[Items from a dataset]
[Start of section]

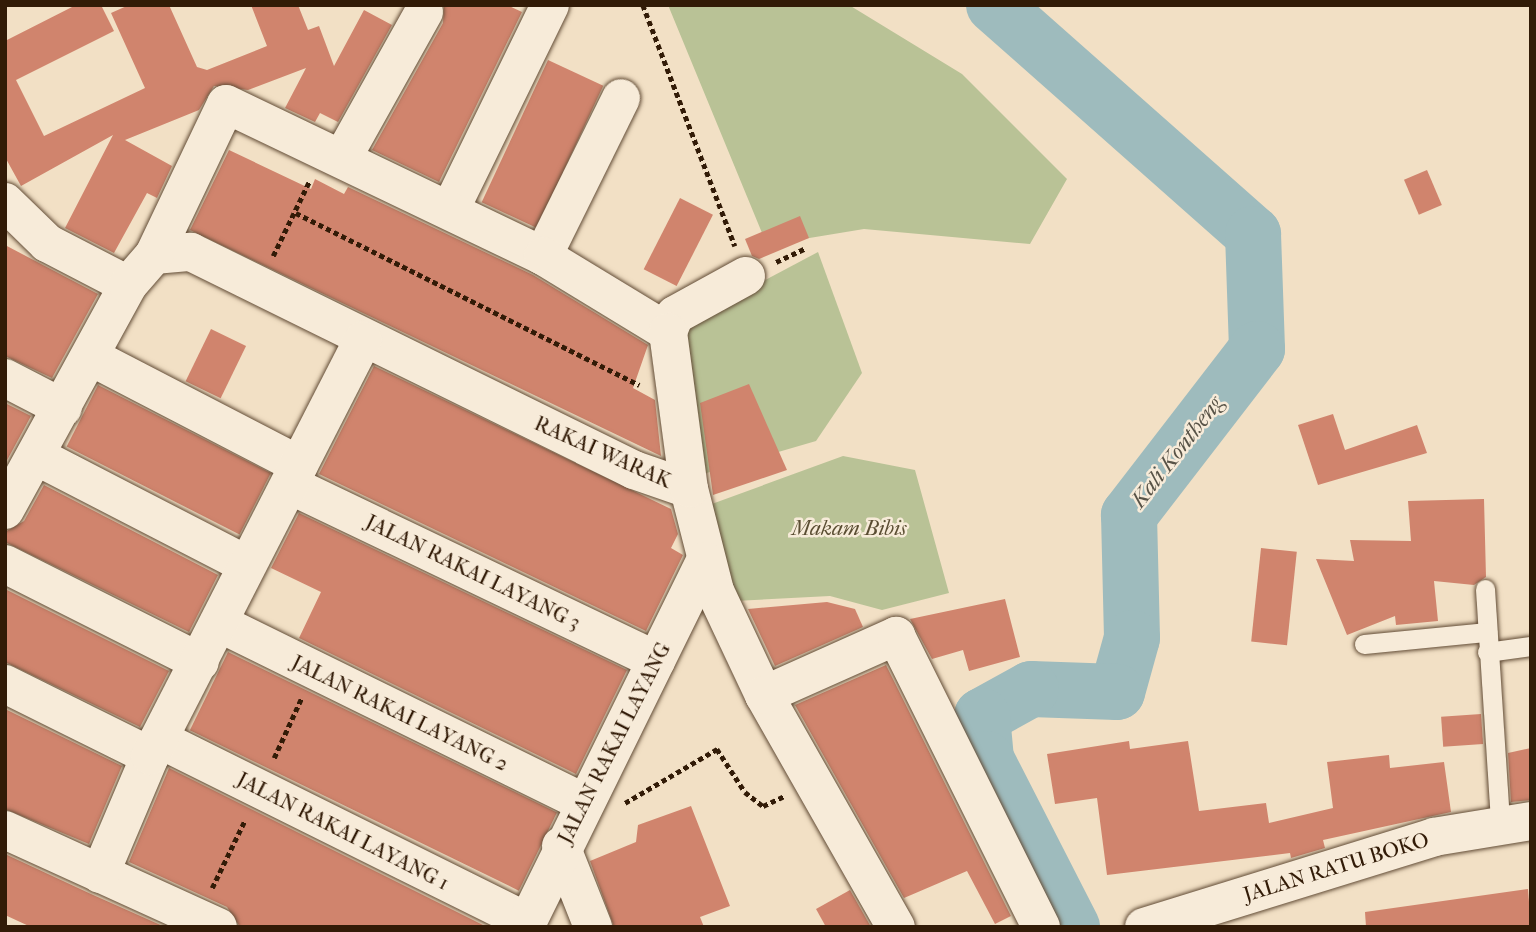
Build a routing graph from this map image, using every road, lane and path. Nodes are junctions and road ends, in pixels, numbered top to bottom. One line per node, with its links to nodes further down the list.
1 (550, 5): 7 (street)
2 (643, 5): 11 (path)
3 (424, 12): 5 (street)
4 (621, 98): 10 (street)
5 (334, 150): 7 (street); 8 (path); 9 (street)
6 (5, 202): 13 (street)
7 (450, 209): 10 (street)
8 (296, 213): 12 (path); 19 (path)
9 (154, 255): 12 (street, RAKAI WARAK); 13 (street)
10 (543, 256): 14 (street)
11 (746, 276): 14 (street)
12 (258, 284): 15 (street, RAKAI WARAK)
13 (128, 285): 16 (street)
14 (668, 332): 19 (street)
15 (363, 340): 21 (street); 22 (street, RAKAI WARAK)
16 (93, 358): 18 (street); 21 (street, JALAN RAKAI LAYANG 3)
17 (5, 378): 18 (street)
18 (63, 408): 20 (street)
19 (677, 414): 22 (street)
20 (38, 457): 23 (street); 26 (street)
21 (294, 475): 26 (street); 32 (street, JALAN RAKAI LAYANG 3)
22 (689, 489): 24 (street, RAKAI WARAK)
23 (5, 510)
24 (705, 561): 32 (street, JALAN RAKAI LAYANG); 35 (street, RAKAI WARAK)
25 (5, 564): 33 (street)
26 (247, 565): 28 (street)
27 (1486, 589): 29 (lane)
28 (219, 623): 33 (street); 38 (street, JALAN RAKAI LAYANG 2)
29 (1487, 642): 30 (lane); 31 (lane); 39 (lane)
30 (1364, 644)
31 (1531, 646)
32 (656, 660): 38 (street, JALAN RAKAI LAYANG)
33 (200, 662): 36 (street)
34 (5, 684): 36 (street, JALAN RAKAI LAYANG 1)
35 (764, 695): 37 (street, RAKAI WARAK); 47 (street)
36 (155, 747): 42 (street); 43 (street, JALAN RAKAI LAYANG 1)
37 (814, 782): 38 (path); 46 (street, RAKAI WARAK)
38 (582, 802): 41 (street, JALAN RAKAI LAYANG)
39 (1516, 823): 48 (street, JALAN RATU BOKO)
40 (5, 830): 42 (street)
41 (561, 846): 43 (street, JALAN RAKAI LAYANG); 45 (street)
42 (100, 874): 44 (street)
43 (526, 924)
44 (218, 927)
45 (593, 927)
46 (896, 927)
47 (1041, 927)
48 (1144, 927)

[End of section]

* TASK ITEM
For the word "lane", return every line of the records that holds it.

* EXERCISE RESPONSE
Build a routing graph from this map image, using every road, lane and path. Nodes are junctions and road ends, in pixels, numbered top to bottom. One line per node, with its links to nodes further down the list.
27 (1486, 589): 29 (lane)
29 (1487, 642): 30 (lane); 31 (lane); 39 (lane)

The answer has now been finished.